Hot stamping of ultra-thin stainless steel sheets for bipolar plates

Dimensional deviations of channel features affect the assembly accuracy of bipolar plates, thereby influencing the efficiency and performance of a proton exchange membrane fuel cell. A challenge faced by the stamping process is how to further improve the dimensional accuracy of bipolar plates. This work proposes the hot stamping process for stainless steel bipolar plates, where a lab-scale hot stamping platform with an on-site resistance heating device is built. Influences of forming temperature, lubrication condition, grain size on the formability, and dimensional accuracy of ultra-thin stainless steel bipolar plate are investigated by employing this established hot stamping platform. It is found that within the investigated forming temperature range, the dimensional accuracy of hot-stamped ultra-thin SS316L bipolar plates increases as forming temperature increases, and a forming temperature of 1000 degrees C results in the highest dimensional accuracy and lowest dimensional variations of channel depth and rib width.
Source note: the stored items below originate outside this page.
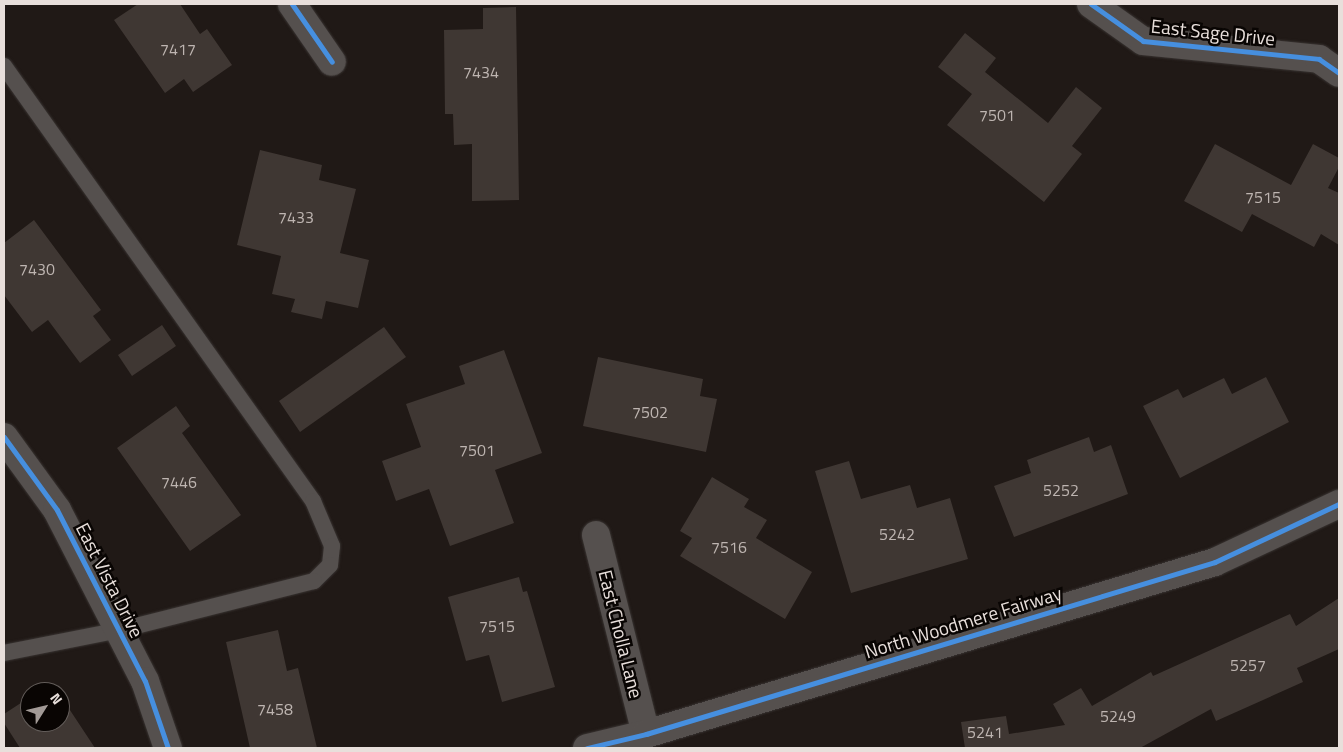 <!DOCTYPE html>
<html>
<head>
<meta charset="utf-8">
<style>
	body { margin:0 }
	#map { position:relative; width:1343px; height:752px; overflow:hidden; background:#201916; font-family:"Titillium Web",sans-serif }
	div>[style] { position:absolute }
	[style*='--x'] { left:calc(var(--x)*1px); top:calc(var(--y)*1px); width:calc(var(--w)*1px); rotate:calc(var(--a)*1deg) }
	.building>* { inset:0; background:#3f3733 }
	.roads { filter:drop-shadow(0 0 1px #393432) drop-shadow(0 0 1px #393432) }
	.service>* { height:16px; margin:-8px; padding:0 8px; transform-origin:8px; border-radius:8px; background:#55504e }
	.minor>* { height:28px; margin:-14px; padding:0 14px; transform-origin:14px; border-radius:14px; background:#55504e }
	.cycleway>* { height:5px; margin:-2.5px; padding:0 2.5px; transform-origin:2.5px; border-radius:2.5px; background:#468fdf }
	span { translate:-50% -50%; white-space:nowrap; text-align:center; line-height:1.15; -webkit-text-stroke:5px #090503; paint-order:stroke }
	.number-label { font-size:16px; color:#beb5b1 }
	.number-label span { -webkit-text-stroke-width:0 }
	.street-label { font-size:19px; color:#e8dfdb }
	.frame { position:absolute; inset:0; border:5px solid #e8dfdb; pointer-events:none }
	.north { position:absolute; left:20px; top:682px; width:50px; height:50px; box-sizing:border-box; background:#090503; border:1px solid #625c59; border-radius:50%; rotate:54deg; font-size:14px; font-weight:700; line-height:20px; text-align:center; color:#e8dfdb }
	.north::after { content:''; display:block; margin:auto; width:18px; height:22px; background:#a29a96; clip-path:polygon(50% 0,100% 100%,50% 72%,0 100%) }
</style>
</head>
<body>
<div id="map">
	<div class="building">
		<i style="clip-path:polygon(138px 4px,180px 4px,200px 34px,207px 29px,232px 65px,193px 92px,184px 79px,165px 93px,114px 20px)"></i>
		<i style="clip-path:polygon(516px 7px,519px 200px,472px 201px,472px 144px,454px 145px,453px 114px,445px 114px,444px 30px,483px 29px,483px 8px)"></i>
		<i style="clip-path:polygon(965px 33px,996px 58px,985px 72px,1048px 123px,1076px 87px,1102px 108px,1072px 146px,1082px 154px,1044px 202px,947px 125px,972px 94px,938px 67px)"></i>
		<i style="clip-path:polygon(1215px 144px,1291px 185px,1313px 144px,1339px 158px,1339px 167px,1328px 188px,1339px 193px,1339px 245px,1321px 234px,1314px 247px,1252px 214px,1242px 232px,1184px 201px)"></i>
		<i style="clip-path:polygon(260px 150px,322px 165px,319px 180px,356px 189px,340px 253px,369px 260px,358px 308px,326px 301px,322px 319px,291px 312px,295px 299px,272px 294px,281px 256px,237px 245px)"></i>
		<i style="clip-path:polygon(34px 220px,101px 310px,93px 316px,111px 340px,80px 363px,48px 320px,32px 332px,4px 295px,4px 243px)"></i>
		<i style="clip-path:polygon(162px 325px,176px 346px,132px 376px,118px 355px)"></i>
		<i style="clip-path:polygon(384px 327px,406px 357px,300px 432px,279px 401px)"></i>
		<i style="clip-path:polygon(504px 350px,542px 453px,495px 470px,514px 523px,450px 546px,429px 489px,396px 501px,382px 461px,421px 447px,406px 404px,465px 384px,459px 366px)"></i>
		<i style="clip-path:polygon(598px 357px,703px 379px,700px 396px,717px 399px,706px 452px,583px 426px)"></i>
		<i style="clip-path:polygon(1266px 377px,1289px 422px,1180px 478px,1143px 406px,1178px 389px,1183px 398px,1224px 378px,1232px 394px)"></i>
		<i style="clip-path:polygon(176px 406px,190px 426px,182px 433px,241px 515px,190px 551px,117px 448px)"></i>
		<i style="clip-path:polygon(1089px 437px,1094px 452px,1111px 445px,1128px 494px,1014px 537px,994px 486px,1031px 473px,1027px 460px)"></i>
		<i style="clip-path:polygon(849px 461px,861px 499px,910px 485px,917px 508px,950px 498px,968px 559px,851px 593px,815px 471px)"></i>
		<i style="clip-path:polygon(712px 477px,749px 499px,744px 507px,767px 520px,756px 538px,812px 572px,785px 619px,680px 556px,692px 538px,680px 531px)"></i>
		<i style="clip-path:polygon(519px 577px,523px 592px,527px 591px,555px 687px,502px 702px,489px 655px,466px 661px,448px 597px)"></i>
		<i style="clip-path:polygon(1339px 598px,1339px 649px,1297px 668px,1303px 682px,1216px 721px,1211px 709px,1140px 748px,965px 748px,961px 722px,1006px 716px,1009px 734px,1065px 725px,1053px 704px,1081px 688px,1092px 706px,1151px 672px,1153px 676px,1290px 614px,1296px 626px)"></i>
		<i style="clip-path:polygon(278px 630px,287px 671px,298px 668px,317px 748px,250px 748px,226px 642px)"></i>
		<i style="clip-path:polygon(52px 683px,58px 692px,38px 692px)"></i>
		<i style="clip-path:polygon(60px 695px,95px 748px,20px 748px,4px 723px,4px 714px,30px 697px,30px 722px,60px 722px)"></i>
	</div>
	<div class="roads">
		<div class="service">
			<i style="--x:4;--y:66;--w:534;--a:54.61"></i>
			<i style="--x:313;--y:501;--w:49;--a:67.1"></i>
			<i style="--x:332;--y:546;--w:19;--a:96"></i>
			<i style="--x:330;--y:565;--w:23;--a:135"></i>
			<i style="--x:314;--y:581;--w:200;--a:165.8"></i>
			<i style="--x:120;--y:630;--w:118;--a:168.8"></i>
		</div>
		<div class="minor">
			<i style="--x:292;--y:4;--w:70;--a:55.4"></i>
			<i style="--x:1091;--y:4;--w:64;--a:35.4"></i>
			<i style="--x:1143;--y:41;--w:177;--a:5.8"></i>
			<i style="--x:1319;--y:59;--w:24;--a:35"></i>
			<i style="--x:4;--y:437;--w:90;--a:54"></i>
			<i style="--x:57;--y:510;--w:192;--a:62.8"></i>
			<i style="--x:145;--y:681;--w:71;--a:71.1"></i>
			<i style="--x:596;--y:535;--w:205;--a:75.9"></i>
			<i style="--x:587;--y:748;--w:61;--a:-13.3"></i>
			<i style="--x:646;--y:734;--w:594;--a:-16.82"></i>
			<i style="--x:1215;--y:562;--w:137;--a:-25.1"></i>
		</div>
	</div>
	<div class="cycleway">
		<i style="--x:292;--y:4;--w:70;--a:55.4"></i>
		<i style="--x:1091;--y:4;--w:64;--a:35.4"></i>
		<i style="--x:1143;--y:41;--w:177;--a:5.8"></i>
		<i style="--x:1319;--y:59;--w:24;--a:35"></i>
		<i style="--x:4;--y:437;--w:90;--a:54"></i>
		<i style="--x:57;--y:510;--w:192;--a:62.8"></i>
		<i style="--x:145;--y:681;--w:71;--a:71.1"></i>
		<i style="--x:587;--y:748;--w:61;--a:-13.3"></i>
		<i style="--x:646;--y:734;--w:594;--a:-16.82"></i>
		<i style="--x:1215;--y:562;--w:137;--a:-25.1"></i>
	</div>
	<div class="number-label">
		<span style="left:178px;top:49px">7417</span>
		<span style="left:481px;top:72px">7434</span>
		<span style="left:997px;top:115px">7501</span>
		<span style="left:1263px;top:197px">7515</span>
		<span style="left:296px;top:217px">7433</span>
		<span style="left:37px;top:269px">7430</span>
		<span style="left:650px;top:412px">7502</span>
		<span style="left:477px;top:450px">7501</span>
		<span style="left:179px;top:482px">7446</span>
		<span style="left:1061px;top:490px">5252</span>
		<span style="left:897px;top:534px">5242</span>
		<span style="left:729px;top:547px">7516</span>
		<span style="left:497px;top:626px">7515</span>
		<span style="left:1248px;top:665px">5257</span>
		<span style="left:275px;top:709px">7458</span>
		<span style="left:1118px;top:716px">5249</span>
		<span style="left:985px;top:732px">5241</span>
	</div>
	<div class="street-label">
		<span style="left:1213px;top:32px;rotate:6deg">East Sage Drive</span>
		<span style="left:110px;top:580px;rotate:63deg">East Vista Drive</span>
		<span style="left:963px;top:622px;rotate:-17deg">North Woodmere Fairway</span>
		<span style="left:621px;top:634px;rotate:76deg">East Cholla Lane</span>
	</div>
	<div class="frame"></div>
	<div class="north">N</div>
</div>
</body>
</html>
BN lubricant increases the formability of ultra-thin SS316L bipolar plates, in particular when the forming temperature is higher than 600 degrees C. In addition, grain size exhibits the greatest influence on the formability of ultra-thin SS316L during hot stamping, and larger grain size (>24.8 mu m) increases the thinning rate and consequently the cracking risk of hot-stamped ultra-thin SS316L bipolar plates.